Les bourses battent des records mais l’économie réelle traîne
Dans le sillage de Wall Street, la bourse suisse et les autres places financières ont enregistré d’importantes progressions depuis le début de l’année, nonobstant le ralentissement de la conjoncture
Les bourses, entraînées par Wall Street, affichent presque partout des records et la place financière suisse n’est pas en reste. Alors que le SMI, l’indice regroupant les principales valorisations helvétiques, évoluait encore autour des 11 150 points au début de 2024, un plus haut de l’année a été franchi vendredi en cours de séance à 11 505,72 points. La veille, l’indice américain S&P 500 s’était aussi illustré en battant un nouveau record de l’année, notamment grâce aux excellents résultats du géant américain des puces microprocesseurs Nvidia.
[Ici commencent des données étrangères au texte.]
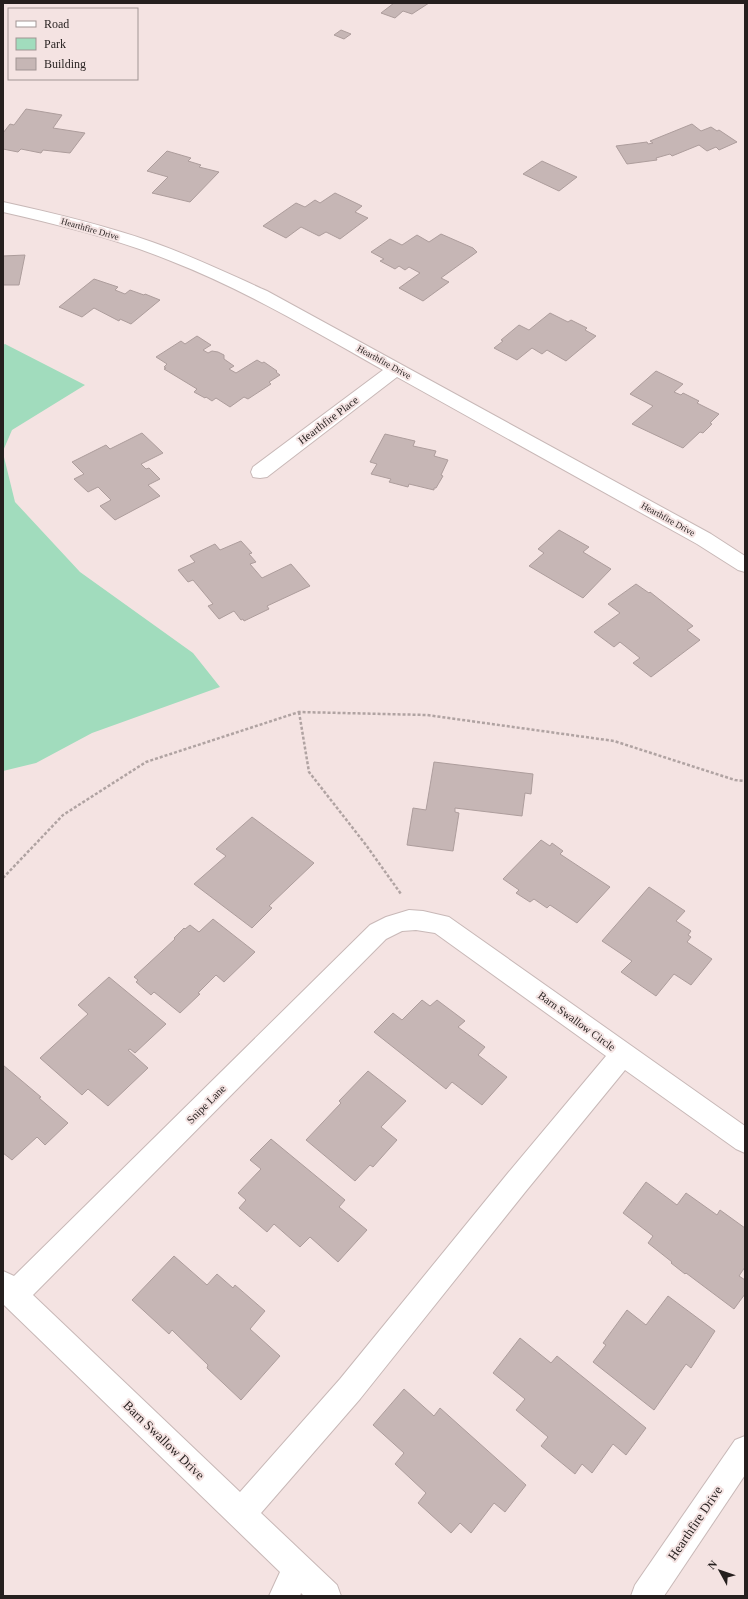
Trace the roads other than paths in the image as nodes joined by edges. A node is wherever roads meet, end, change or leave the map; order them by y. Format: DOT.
graph roads {
  1 [pos="3,207"];
  2 [pos="396,369"];
  3 [pos="260,472"];
  4 [pos="745,565"];
  5 [pos="411,920"];
  6 [pos="623,1054"];
  7 [pos="745,1141"];
  8 [pos="9,1290"];
  9 [pos="745,1450"];
  10 [pos="240,1514"];
  11 [pos="297,1568"];
  12 [pos="284,1596"];
  13 [pos="326,1596"];
  14 [pos="646,1596"];
  1 -- 2 [label="street, Hearthfire Drive"];
  2 -- 3 [label="street, Hearthfire Place"];
  2 -- 4 [label="street, Hearthfire Drive"];
  5 -- 6 [label="street, Barn Swallow Circle"];
  5 -- 8 [label="street, Snipe Lane"];
  6 -- 7 [label="street, Barn Swallow Circle"];
  6 -- 10 [label="street"];
  8 -- 10 [label="street, Barn Swallow Drive"];
  9 -- 14 [label="street, Hearthfire Drive"];
  10 -- 11 [label="street, Barn Swallow Drive"];
  11 -- 12 [label="street"];
  11 -- 13 [label="street, Barn Swallow Drive"];
}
«Les marchés des actions sont portés en partie par les espoirs autour de l’intelligence artificielle aux Etats-Unis», explique l’analyste Ipek Ozkardeskaya de Swissquote, tout en précisant que ce sont essentiellement les titres technologiques, appelés les Magnificent Seven comme Meta, Amazon, Microsoft, Nvidia, Apple et Google, qui sont à l’origine du rally américain observé actuellement. De nombreux investisseurs espèrent que l’intelligence artificielle permettra entre autres de créer des outils ayant une forte valeur ajoutée, de réduire les coûts de production et par là de soutenir l’économie et les bénéfices des entreprises.
Les poids lourds suisses freinent
En Suisse, en revanche, ce ne sont pas les valeurs vedettes du SMI qui expliquent sa bonne tenue: depuis le début de l’année, les deux poids lourds que sont Roche et Nestlé n’ont pas eu les performances escomptées (les deux valeurs sont en baisse). Cependant, des titres comme Lonza (+30%), Richemont (+18%) ou encore Swiss Re (+12%) ont compensé ces pertes, explique John Plassard, spécialiste en investissement à la banque Mirabaud. Et au niveau de l’Europe, le groupe de luxe LVMH, l’une des principales valorisations du Vieux-Continent, joue son rôle de locomotive à la perfection.
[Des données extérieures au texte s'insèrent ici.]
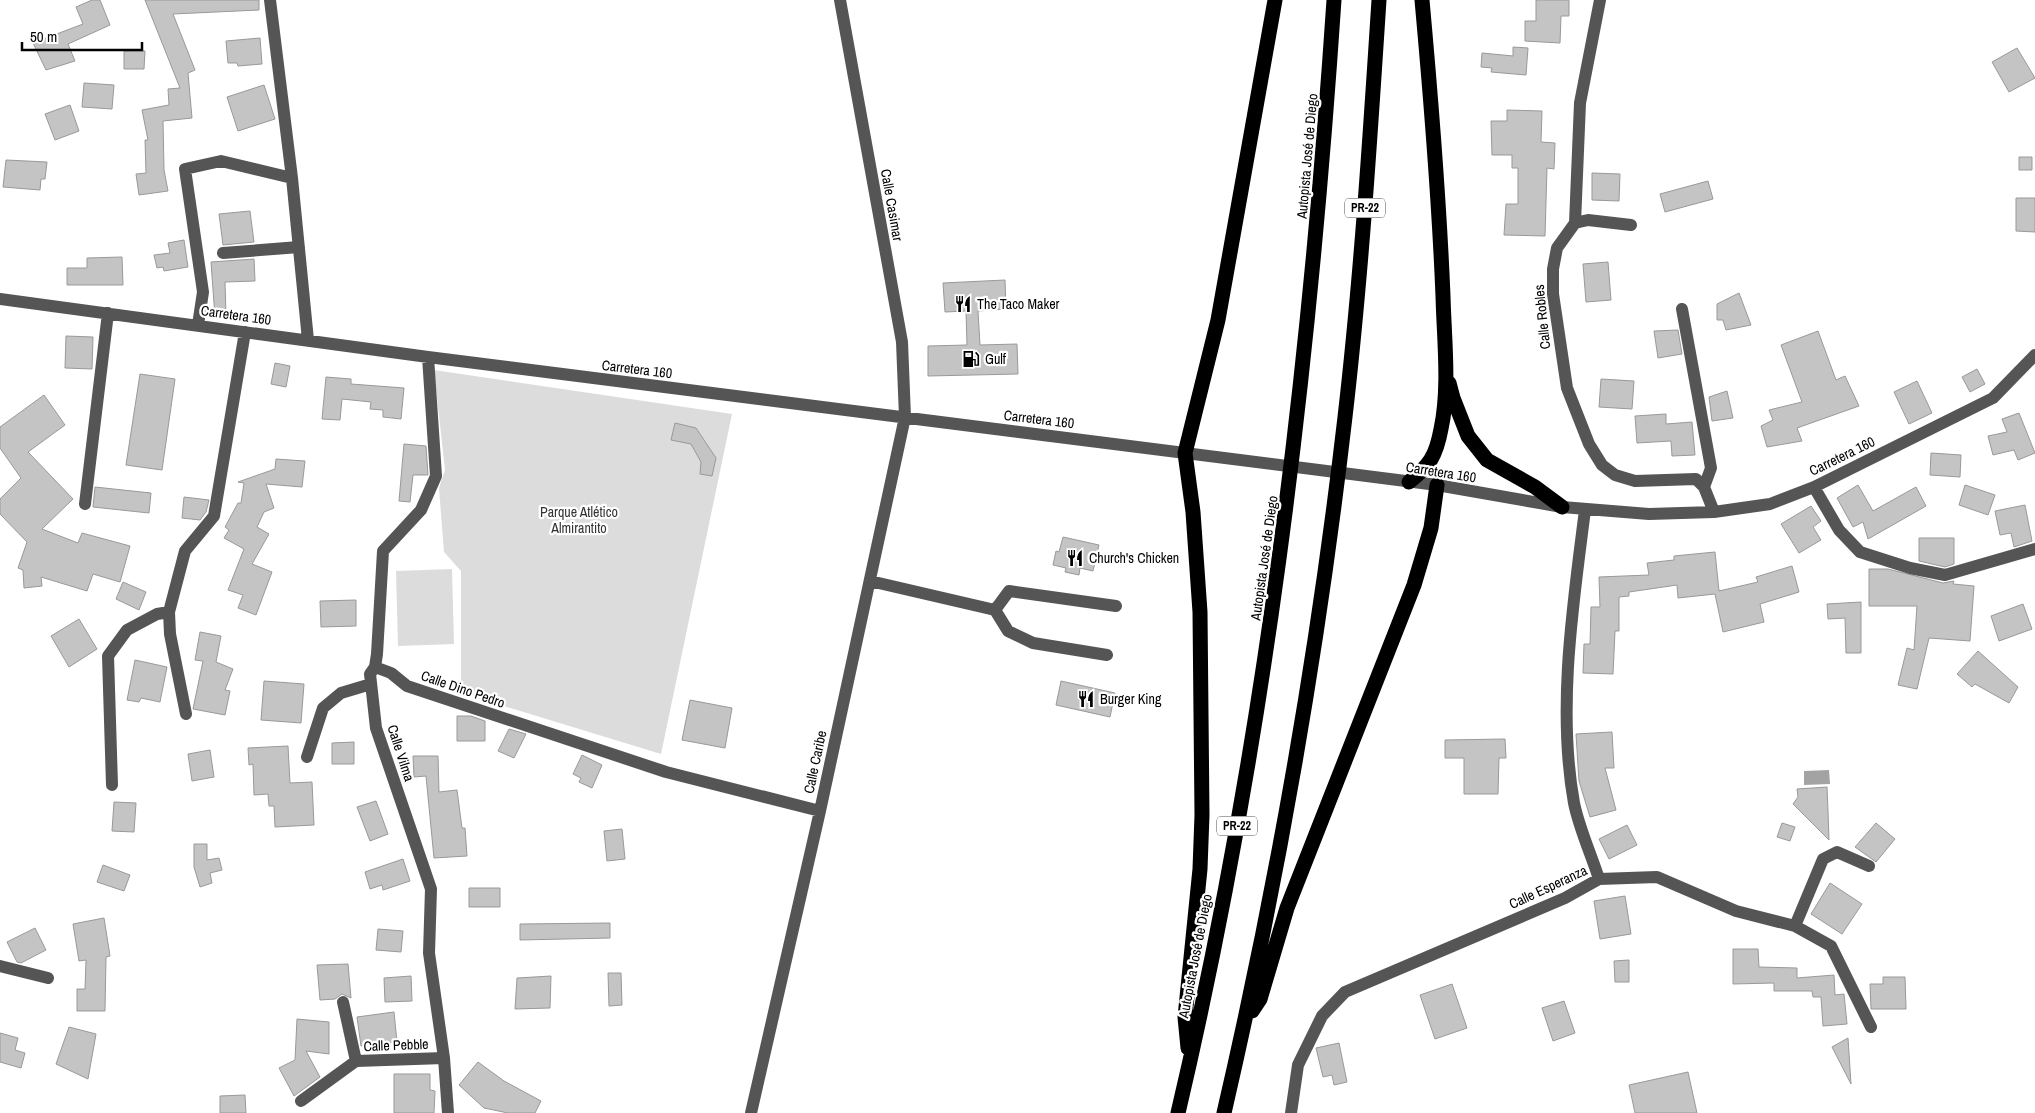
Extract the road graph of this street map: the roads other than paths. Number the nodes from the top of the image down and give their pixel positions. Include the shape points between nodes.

John Plassard relève également que la «résilience extraordinaire» de l’économie américaine insuffle un vent d’optimisme aux investisseurs en général. «Nous continuons à observer une forte consommation aux Etats-Unis et les risques de récession semblent s’éloigner peu à peu malgré le resserrement de la politique monétaire observé depuis 2022», poursuit le spécialiste. Pour contrer l’inflation, la Réserve fédérale américaine (Fed), tout comme la Banque centrale européenne (BCE) et la BNS, ont en effet augmenté les taux d’intérêt. Le renchérissement ayant nettement décéléré ces derniers mois, ces instituts d’émission ont maintenu leurs taux à un niveau stable et devraient commencer à les réduire au cours de cette année, une mesure déjà anticipée par les marchés.
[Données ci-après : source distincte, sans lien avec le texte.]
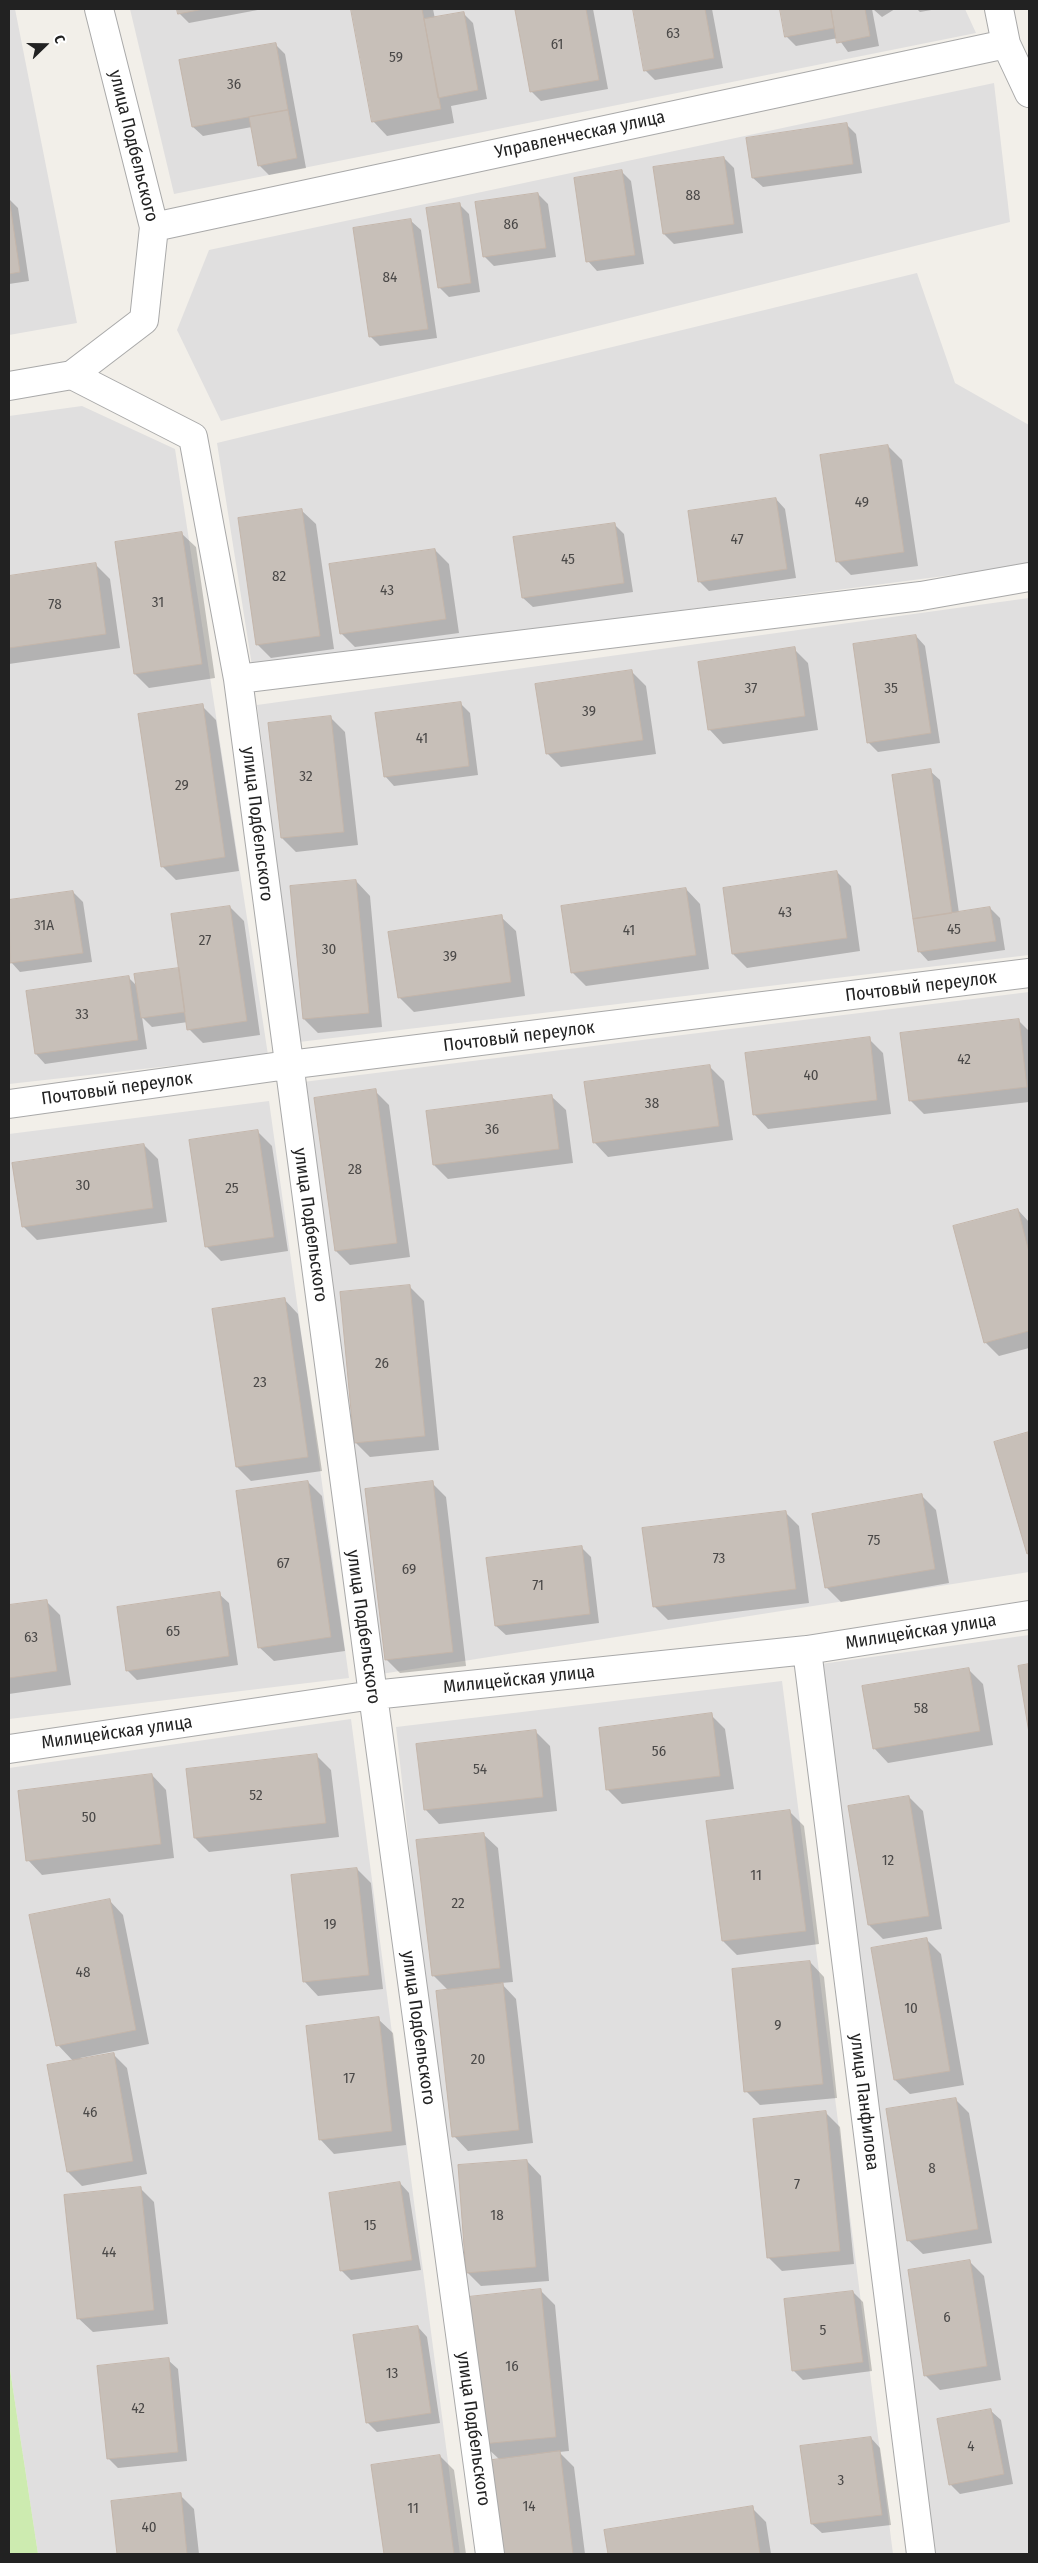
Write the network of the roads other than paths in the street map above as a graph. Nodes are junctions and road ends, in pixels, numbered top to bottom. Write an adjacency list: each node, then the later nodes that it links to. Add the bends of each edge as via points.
1 (99, 9): 5 (street, улица Подбельского)
2 (999, 9): 3 (street)
3 (1006, 44): 4 (street); 5 (street, Управленческая улица)
4 (1029, 93)
5 (154, 227): 6 (street, улица Подбельского, via 144,320)
6 (72, 375): 7 (street); 9 (street, улица Подбельского, via 192,437)
7 (9, 386)
8 (1029, 577): 9 (street, via 921,596)
9 (238, 679): 11 (street, улица Подбельского)
10 (1029, 973): 11 (street, Почтовый переулок)
11 (288, 1065): 12 (street, Почтовый переулок); 15 (street, улица Подбельского)
12 (9, 1104)
13 (1029, 1615): 14 (street, Милицейская улица)
14 (807, 1650): 15 (street, Милицейская улица); 18 (street, улица Панфилова)
15 (372, 1695): 16 (street, Милицейская улица); 17 (street, улица Подбельского)
16 (9, 1749)
17 (490, 2554)
18 (920, 2554)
Si la bourse suisse affiche une santé insolente, l’économie réelle ne peut pas en dire autant. Après avoir clôturé 2023 sur un plus bas historique de 2%, le taux de chômage remonte lentement: il est passé de 2,3% en décembre à 2,5% en janvier. De plus en plus d’entreprises, en particulier l’industrie et les secteurs portés vers l’exportation, sont affectées par la faible demande pour leurs produits. Barry Callebaut, un fournisseur de cacao et chocolat aux grands groupes alimentaires, est le dernier exemple de cette détérioration de la conjoncture. L’entreprise zurichoise envisage de supprimer 2500 postes, soit 18% de ses effectifs dans les prochains dixhuit mois, a indiqué son directeur général dans les colonnes du quotidien allemand Handelsblatt.
«Nous continuons à observer une forte consommation aux Etats-Unis et les risques de récession semblent s’éloigner peu à peu» JOHN PLASSARD, SPÉCIALISTE EN INVESTISSEMENT À LA BANQUE MIRABAUD
«Il y a en effet un décalage entre les marchés financiers et l’économie réelle. Mais l’évolution des bourses reflète plutôt les anticipations positives des investisseurs», fait remarquer John Plassard.
En mode attentiste
Les marchés financiers, après avoir enregistré des records en fin de semaine dernière, retiennent maintenant leur souffle dans l’attente de la publication de différentes données macroéconomiques de première importance pour les Etats-Unis et l’Europe, telles que l’inflation et le produit intérieur brut (PIB).
«Si les chiffres sont conformes aux attentes, le rally des bourses pourrait se prolonger et être soutenu par davantage de secteurs et pas seulement la technologie, comme c’est le cas aux Etats-Unis actuellement», croit savoir Ipek Ozkardeskaya. «Mais une consolidation des marchés est inévitable à un moment», nuance pour sa part John Plassard, tout en rappelant que l’évolution des bourses dépendra aussi des questions géopolitiques, difficiles à prédire.